Has campus activism changed significantly since in the fourteen years that have passed since I graduated? Probably not — it was a screaming mess of half-formed ideas and injury claims back then — but even if it has, it’s still beyond disingenuous to blame what happened at Middlebury on some radical shift in curricula and the superhuman efforts of professors to indoctrinate their students. The only evidence Bruni provides that this cause-and-effect happens comes from a professor. Please excuse my skepticism, but I don’t know a single professor who doesn’t wildly inflate the effect his scholarship and his teaching has on his students.

College classes just aren’t that serious, man.

I’d also like to point out that this whole thing happened because the author of the Bell Curve came to campus on the invitation of the school’s Republican student society and that rather than laugh at the thought of having a debunked scholar speak anywhere near their campus, Middlebury assigned him a moderator and gave him an auditorium. That, I would imagine, is closer than most people have to get to hearing racist pseudo-science in their own lives. Imagine what would have happened if someone at the New York Times had invited Charles Murray to address the newsroom. It would have never happened.

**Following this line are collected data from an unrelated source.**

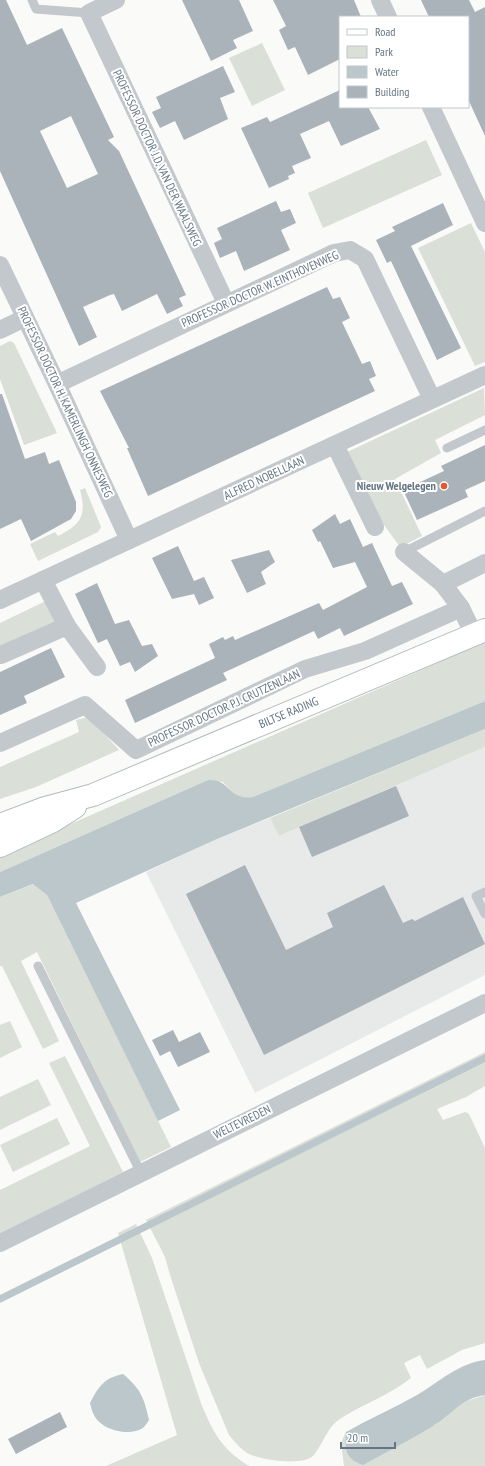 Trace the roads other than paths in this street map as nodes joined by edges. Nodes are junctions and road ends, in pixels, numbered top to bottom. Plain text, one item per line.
1 (32, 0) edge
2 (116, 0) edge
3 (380, 0) edge
4 (89, 13) junction
5 (388, 16) edge
6 (432, 108) edge
7 (478, 188) edge
8 (485, 223) edge
9 (0, 265) edge
10 (226, 303) junction
11 (25, 318) junction
12 (0, 330) edge
13 (485, 375) edge
14 (57, 384) junction
15 (432, 399) junction
16 (485, 430) edge
17 (335, 445) junction
18 (447, 448) dead end
19 (485, 511) edge
20 (375, 527) dead end
21 (129, 540) junction
22 (404, 552) joint
23 (485, 563) edge
24 (43, 580) junction
25 (443, 584) junction
26 (0, 600) edge
27 (461, 608) junction
28 (67, 626) junction
29 (480, 633) edge
30 (1, 655) dead end
31 (97, 667) dead end
32 (0, 743) edge
33 (5, 830) edge
34 (485, 892) edge
35 (485, 914) edge
36 (38, 966) dead end
37 (485, 1002) edge
38 (141, 1172) junction
39 (0, 1242) edge

1 - 4 lane
2 - 4 street
3 - 5 street
4 - 10 street, PROFESSOR DOCTOR J.D. VAN DER WAALSWEG
6 - 7 street
7 - 8 street
9 - 11 street, PROFESSOR DOCTOR H. KAMERLINGH ONNESWEG
10 - 14 street, PROFESSOR DOCTOR W. EINTHOVENWEG
10 - 15 street, PROFESSOR DOCTOR W. EINTHOVENWEG
11 - 12 street
11 - 14 street, PROFESSOR DOCTOR H. KAMERLINGH ONNESWEG
13 - 15 street, ALFRED NOBELLAAN
14 - 21 street, PROFESSOR DOCTOR H. KAMERLINGH ONNESWEG
15 - 17 street, ALFRED NOBELLAAN
16 - 18 lane
17 - 20 street
17 - 21 street, ALFRED NOBELLAAN
19 - 22 lane
21 - 24 street, ALFRED NOBELLAAN
22 - 25 street
23 - 25 street
24 - 26 street, ALFRED NOBELLAAN
24 - 28 street
25 - 27 street
27 - 29 street
27 - 32 street, PROFESSOR DOCTOR P.J. CRUTZENLAAN
28 - 30 street
28 - 31 street
29 - 33 main road, BILTSE RADING
34 - 35 lane
36 - 38 lane
37 - 38 street, WELTEVREDEN
38 - 39 street, WELTEVREDEN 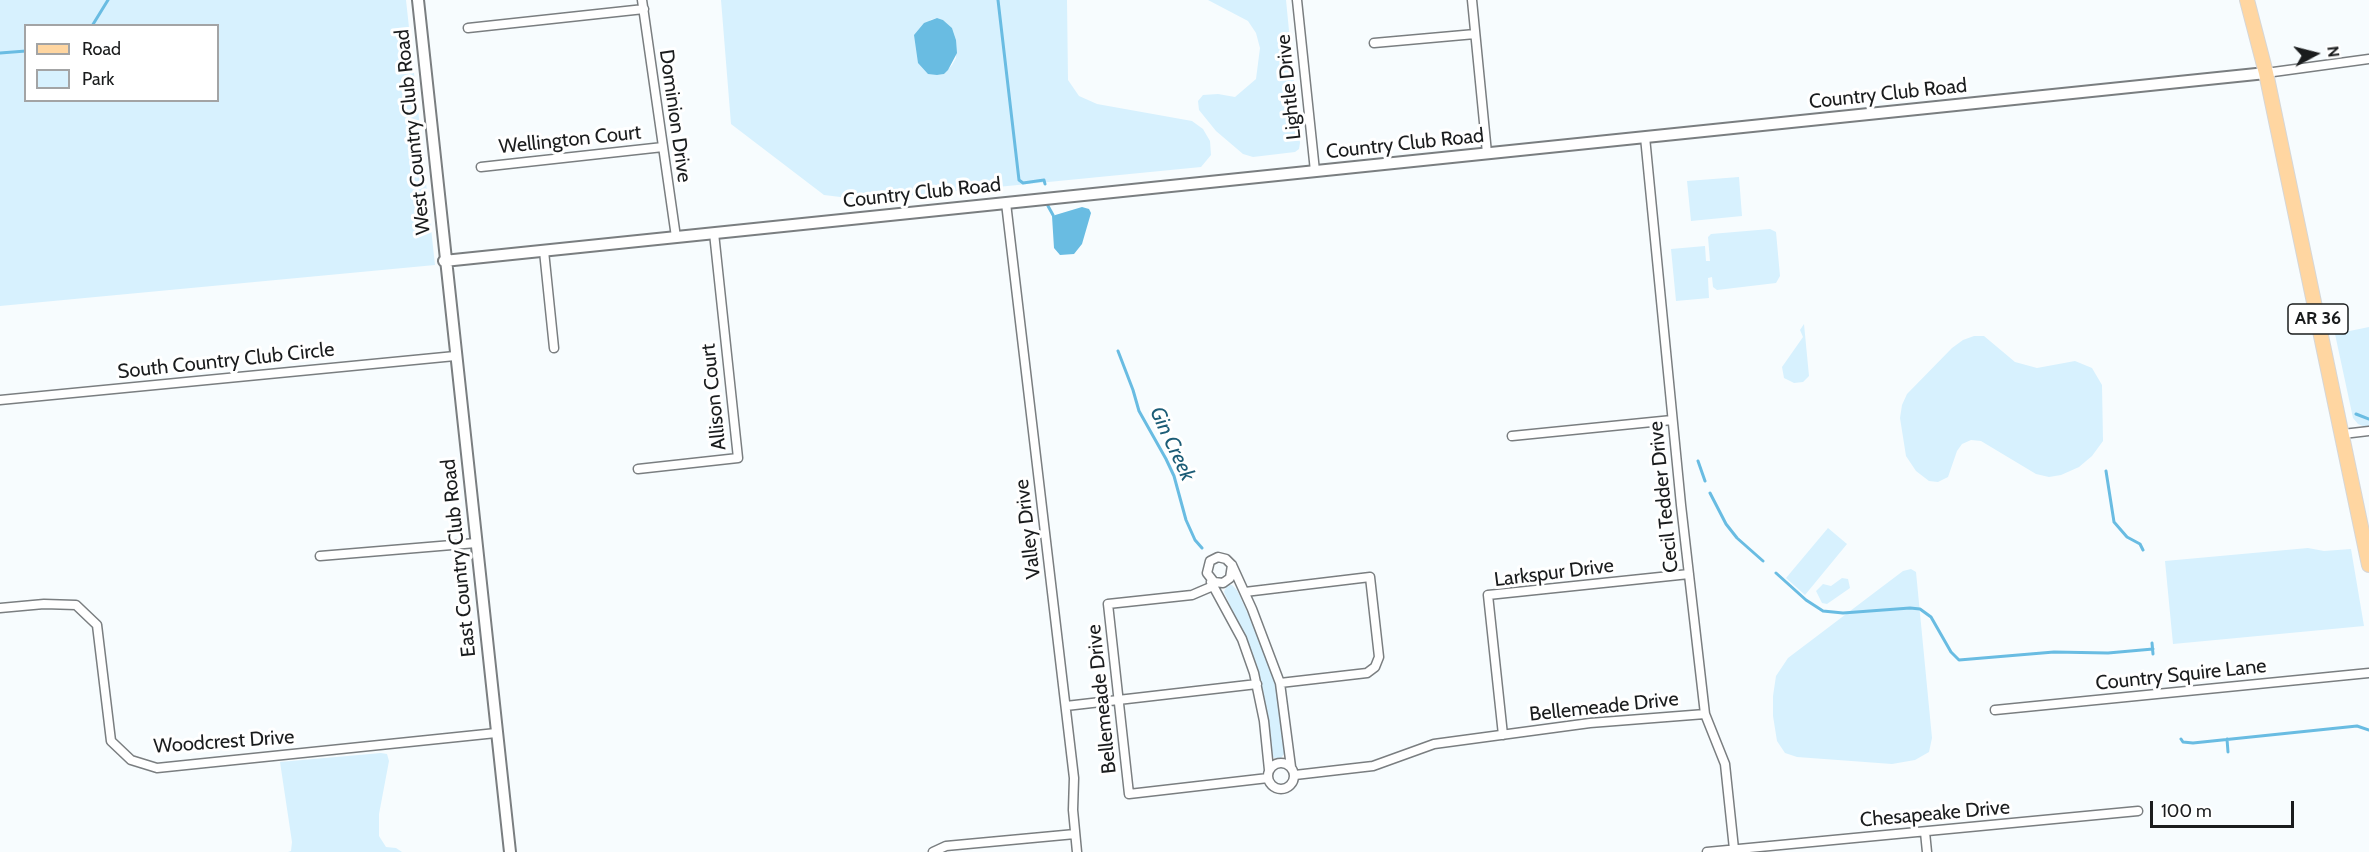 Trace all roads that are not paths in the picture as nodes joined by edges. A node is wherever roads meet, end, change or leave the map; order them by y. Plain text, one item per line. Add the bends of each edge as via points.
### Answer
1 (418, 0) edge
2 (1297, 0) edge
3 (1472, 0) edge
4 (2247, 0) edge
5 (643, 4) edge
6 (468, 28) dead end
7 (1475, 34) junction
8 (1374, 44) dead end
9 (2369, 59) edge
10 (2266, 73) junction
11 (1645, 137) junction
12 (663, 147) junction
13 (1487, 153) junction
14 (481, 167) dead end
15 (1315, 171) junction
16 (1006, 203) junction
17 (714, 233) junction
18 (675, 237) junction
19 (544, 251) junction
20 (444, 261) junction
21 (554, 348) dead end
22 (455, 356) junction
23 (0, 400) edge
24 (1672, 420) junction
25 (2369, 431) edge
26 (2343, 434) junction
27 (1512, 436) dead end
28 (638, 469) dead end
29 (476, 543) junction
30 (320, 556) dead end
31 (1232, 565) junction
32 (2369, 565) edge
33 (1689, 574) junction
34 (1208, 577) junction
35 (1213, 586) junction
36 (1245, 592) junction
37 (0, 608) edge
38 (2369, 673) edge
39 (1280, 683) junction
40 (1257, 684) junction
41 (1119, 700) junction
42 (1066, 706) junction
43 (1995, 710) dead end
44 (1705, 714) junction
45 (496, 733) junction
46 (1503, 735) junction
47 (1293, 771) junction
48 (1269, 774) junction
49 (2138, 811) dead end
50 (1925, 832) junction
51 (1075, 834) junction
52 (1734, 849) junction
53 (510, 852) edge
54 (933, 852) edge
55 (1077, 852) edge
56 (1707, 852) edge
57 (1927, 852) edge

1 - 20 street, West Country Club Road
2 - 15 street, Lightle Drive
3 - 7 street
4 - 10 main road, AR 36
5 - 6 street
5 - 12 street, Dominion Drive
7 - 8 street
7 - 13 street
9 - 10 street, Country Club Road
10 - 11 street, Country Club Road
10 - 26 main road, AR 36
11 - 13 street, Country Club Road
11 - 24 street, Cecil Tedder Drive
12 - 14 street, Wellington Court
12 - 18 street, Dominion Drive
13 - 15 street, Country Club Road
15 - 16 street, Country Club Road
16 - 17 street, Country Club Road
16 - 42 street, Valley Drive
17 - 18 street, Country Club Road
17 - 28 street, Allison Court via 738,458
18 - 19 street, Country Club Road
19 - 20 street, Country Club Road
19 - 21 street
20 - 22 street, East Country Club Road
22 - 23 street, South Country Club Circle
22 - 29 street, East Country Club Road
24 - 27 street
24 - 33 street, Cecil Tedder Drive
25 - 26 street
26 - 32 main road, AR 36
29 - 30 street
29 - 45 street, East Country Club Road
31 - 34 street via 1227,581 1214,582
31 - 34 street via 1222,557 1214,558 1208,564
31 - 36 street
33 - 44 street, Cecil Tedder Drive
33 - 46 street, Larkspur Drive via 1488,595
34 - 35 street
35 - 40 street via 1242,639
35 - 41 street, Bellemeade Drive via 1192,595 1108,604
36 - 39 street
36 - 39 street via 1370,577 1379,657 1375,667 1367,673
37 - 45 street, Woodcrest Drive via 76,605 97,626 111,741 131,760 157,768
38 - 43 street, Country Squire Lane
39 - 47 street
40 - 41 street
40 - 48 street
41 - 42 street
41 - 48 street, Bellemeade Drive via 1129,794
42 - 51 street, Valley Drive
44 - 46 street, Bellemeade Drive
44 - 52 street, Cecil Tedder Drive via 1725,764
45 - 53 street, East Country Club Road
46 - 47 street, Bellemeade Drive via 1430,745 1373,766
47 - 48 street via 1280,763
47 - 48 street via 1292,783 1285,789 1276,788
49 - 50 street, Chesapeake Drive
50 - 52 street, Chesapeake Drive
50 - 57 street
51 - 54 street via 946,846
51 - 55 street, Valley Drive
52 - 56 street, Chesapeake Drive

But if Charles Murray did come to the New York Times to give a talk about race and IQ, I sincerely doubt the reporters there would huddle together and do what Bruni suggests in his column and “hone the most eloquent, irrefutable retort to him.” They wouldn’t do this because they, for the most part, are thinking adults who understand that Bruni’s grand theater of debate is better left to anxious high school kids at a Model UN convention.

C’mon!

The following passage comes from Danielle Allen’s op-ed in the Washington Post.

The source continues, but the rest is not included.